Ha, you guys are all such a trip. Ok. I'm high. Could you tell?

Had my dark glasses on.

Layed back.

Ha

Ok, I'm toasted.


----------



## purple_chronic (Jul 8, 2006)

rasta said:
			
		

> fresh hot pizza ,,,,,,the bomb


 
YEAH!!!! Im in a mood 4 it


----------



## Mutt (Jul 8, 2006)

This thread I created back in Jan.!!!!
lol, well seeing how its the best munchie food. or something.

Tonites menu:
Split Pork chops with stuffing
Fresh Corn on the Cob
Baked Potato w/ Sour cream, bacon, shred. cheddar cheese

Desert: Banana Split and a joint. 

mmmmmm it was GOOOODDDD!!!!!!


----------



## Reverend Willis (Jul 8, 2006)

Cheese garlic grits and some hot buttered biscuits. Warm comfort food.


----------



## Mutt (Jul 8, 2006)

Reverend Willis said:
			
		

> Cheese garlic grits and some hot buttered biscuits. Warm comfort food.


 
Sounds like a fellow southerner.

only two ways I like grits ( only plain with real butter).
if they are runny. then scrambled eggs and biscuits.
if they are sorta over done or "just right"  then Sunnyside up with white toast


----------



## purple_chronic (Jul 8, 2006)

Mutt said:
			
		

> This thread I created back in Jan.!!!!
> lol, well seeing how its the best munchie food. or something.
> 
> Tonites menu:
> ...


 
ahh man i felt like eating something like that!!!! sounds GOOOOODDDD!!!

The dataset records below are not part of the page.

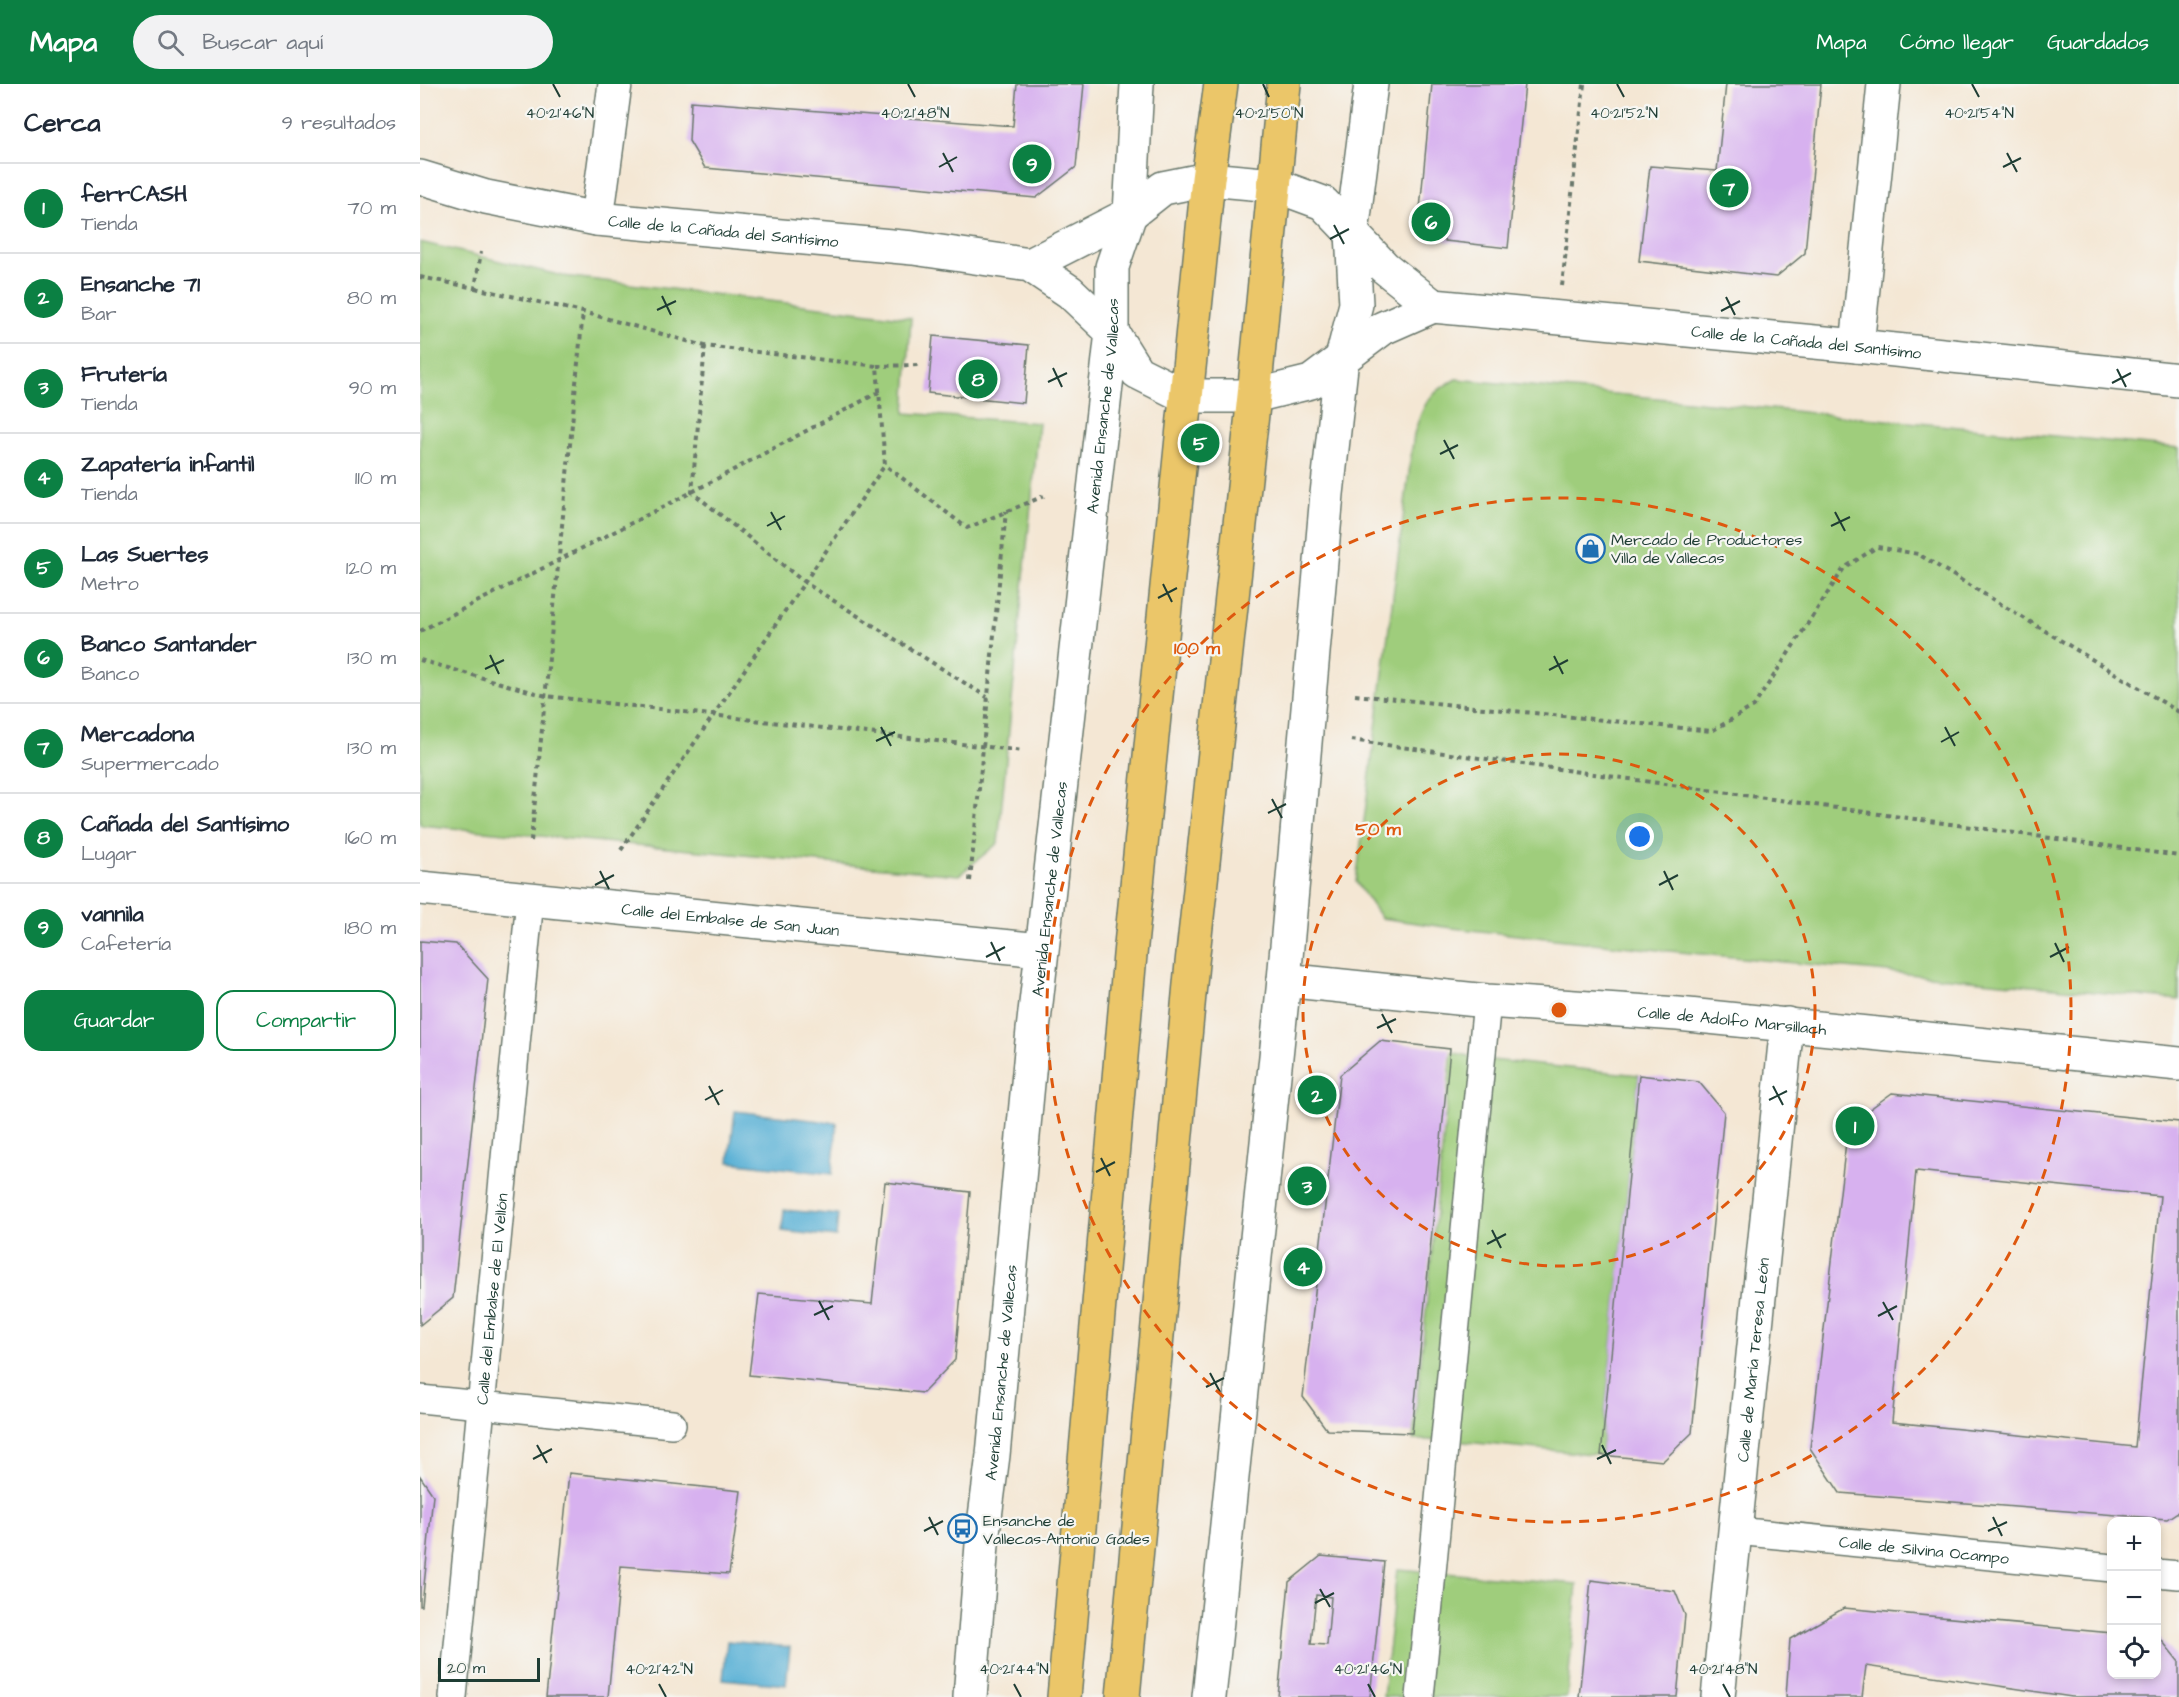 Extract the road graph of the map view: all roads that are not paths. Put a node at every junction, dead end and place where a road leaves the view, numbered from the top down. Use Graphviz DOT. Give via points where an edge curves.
graph roads {
  1 [pos="615,84"];
  2 [pos="1137,84"];
  3 [pos="1221,84"];
  4 [pos="1284,84"];
  5 [pos="1371,84"];
  6 [pos="1884,84"];
  7 [pos="420,177"];
  8 [pos="1208,179"];
  9 [pos="1274,185"];
  10 [pos="1130,214"];
  11 [pos="597,219"];
  12 [pos="1352,233"];
  13 [pos="1030,265"];
  14 [pos="1433,306"];
  15 [pos="1112,332"];
  16 [pos="1857,346"];
  17 [pos="1342,358"];
  18 [pos="2179,380"];
  19 [pos="1185,396"];
  20 [pos="1254,396"];
  21 [pos="420,888"];
  22 [pos="530,899"];
  23 [pos="1041,950"];
  24 [pos="1284,980"];
  25 [pos="1486,1001"];
  26 [pos="1787,1024"];
  27 [pos="2179,1064"];
  28 [pos="420,1399"];
  29 [pos="481,1405"];
  30 [pos="672,1424"];
  31 [pos="1736,1531"];
  32 [pos="2107,1568"];
  33 [pos="2161,1573"];
  34 [pos="2179,1575"];
  35 [pos="453,1697"];
  36 [pos="970,1697"];
  37 [pos="1064,1697"];
  38 [pos="1123,1697"];
  39 [pos="1209,1697"];
  40 [pos="1420,1697"];
  41 [pos="1718,1697"];
  1 -- 11 [label="street"];
  2 -- 10 [label="street, Avenida Ensanche de Vallecas"];
  3 -- 8 [label="main road"];
  4 -- 9 [label="main road"];
  5 -- 12 [label="street"];
  6 -- 16 [label="street"];
  7 -- 11 [label="street, Calle de la Cañada del Santísimo" via="486,197"];
  8 -- 9 [label="street"];
  8 -- 10 [label="street" via="1163,188"];
  8 -- 19 [label="main road"];
  9 -- 12 [label="street" via="1323,203"];
  9 -- 20 [label="main road"];
  10 -- 13 [label="street"];
  10 -- 15 [label="street, Avenida Ensanche de Vallecas" via="1112,267"];
  11 -- 13 [label="street, Calle de la Cañada del Santísimo" via="913,248"];
  12 -- 14 [label="street" via="1384,267"];
  12 -- 17 [label="street" via="1356,304"];
  13 -- 15 [label="street, Calle de la Cañada del Santísimo" via="1070,292"];
  14 -- 16 [label="street, Calle de la Cañada del Santísimo"];
  14 -- 17 [label="street, Calle de la Cañada del Santísimo" via="1383,328"];
  15 -- 19 [label="street, Calle de la Cañada del Santísimo" via="1137,372"];
  15 -- 23 [label="street, Avenida Ensanche de Vallecas"];
  16 -- 18 [label="street, Calle de la Cañada del Santísimo"];
  17 -- 20 [label="street, Calle de la Cañada del Santísimo" via="1311,382"];
  17 -- 24 [label="street"];
  19 -- 20 [label="street, Calle de la Cañada del Santísimo"];
  19 -- 37 [label="main road"];
  20 -- 38 [label="main road" via="1191,975"];
  21 -- 22 [label="street, Calle del Embalse de San Juan"];
  22 -- 23 [label="street, Calle del Embalse de San Juan"];
  22 -- 29 [label="street, Calle del Embalse de El Vellón"];
  23 -- 36 [label="street, Avenida Ensanche de Vallecas"];
  24 -- 25 [label="street, Calle de Adolfo Marsillach"];
  24 -- 39 [label="street"];
  25 -- 26 [label="street, Calle de Adolfo Marsillach"];
  25 -- 40 [label="street"];
  26 -- 27 [label="street, Calle de Adolfo Marsillach"];
  26 -- 31 [label="street, Calle de María Teresa León"];
  28 -- 29 [label="street"];
  29 -- 30 [label="street"];
  29 -- 35 [label="street, Calle del Embalse de El Vellón"];
  31 -- 32 [label="street, Calle de Silvina Ocampo"];
  31 -- 41 [label="street, Calle de María Teresa León"];
  33 -- 34 [label="street"];
}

today i waited long to eat..tradicional, mash potatoes with corn and fried chiken i do like it doe!!! i feel hungry now!!!


----------



## Darkstar (Jul 8, 2006)

bmello said:
			
		

> OMG, my Mom loves pickled pigs feet, she would hoard it in the kitchen, like any of us kids would want any of that, she is from Arkansas though, so she also eats black eyed peas on new years, and makes the best cornbread...


 
I ate them once after a long night of partying. we got back to my friends house and he heated up some leftover pigsfeat and I was eating it with mustard. Damn it was delicious, almost all gristle but it was good at the time. then I bite into something hard and look down and see a big nasty pig toenail lol. Apparently they hadn't been cleaned right and that was that no more pigsfeet for me ever.


----------



## NickTheQuick (Jul 8, 2006)

i think fast food is the best way to go..you can go to mickey d's and full yourself and a buddy up for like 7 bucks..but also chineese food..or some homemade food is great especially chicken


----------



## 2qwic2c (Jul 8, 2006)

I hate to say it but I fiend Fruit Loops when I am nice and Baked


----------



## Tanirbask (Oct 13, 2006)

Peanut butter, banana, and marshmellow fluff sammich. : )))


----------



## SmokinMom (Oct 13, 2006)

Wanna know something good to try?  A peanut butter, jelly and frito chips sandwich.  Love that sweet, salty crunch!


----------



## longtimegrower (Oct 13, 2006)

Rotell dip and chips and crunch and munck


----------



## longtimegrower (Oct 13, 2006)

Crunch and munch


----------



## Mutt (Nov 3, 2006)

Xtra Hot Wings or Baby Back Ribs.


----------



## SmokinMom (Nov 3, 2006)

Brown sugar & cinnamon poptarts were sure good this morning.


----------



## Elephant Man (Nov 3, 2006)

Starbucks Double Shot

Steak is great, but only if they don't serve lobster
Fried calamari in marinara
Homemade chili mixed with white rice
Any kind of pasta
Mango, watermelon, pineapple
brussel sprouts

And NY cheesecake


----------



## blondewannabe33 (Nov 3, 2006)

i once on a dare, had a pepperoni slice with chocolate pudding on it...believe it or not, it's pretty good.  m&ms, and cookie crisp.  and chicken nuggets!


----------



## Stoney Bud (Nov 3, 2006)

Friday Night Sushi!

3 grilled Giant Scallops w/mixed grilled veggies)
4 pieces of Ikura Gunkanzushi (Rice with Salmon eggs on top and wrapped in seaweed. The eggs are marinated in sake and soy sauce)
4 pieces of unagi (rice topped w/smoked eel and a sweet sauce)
2 pieces of maguro (raw Tuna on rice)
2 pieces of hata (raw Grouper on rice)
2 pieces of saba (raw Mackerel on rice)
2 pieces of ma-dai (raw Red Snapper on rice)
2 sections of Spicy tuna roll
2 sections of Dynamite roll
1 small piece of Broiled Duck
1 of each type of cooked shrimp (4 kinds)
Enough Kimchi to put some on each bite
1 large bottle of Cold Sake

Man, this is the night! At 6:30pm, I'll be sitting down to eat all of this for only $35.

YUM!


----------



## Mutt (Nov 3, 2006)

Old Lady is making Roast chicken and rice pilaf. Smell it right now. mmmm.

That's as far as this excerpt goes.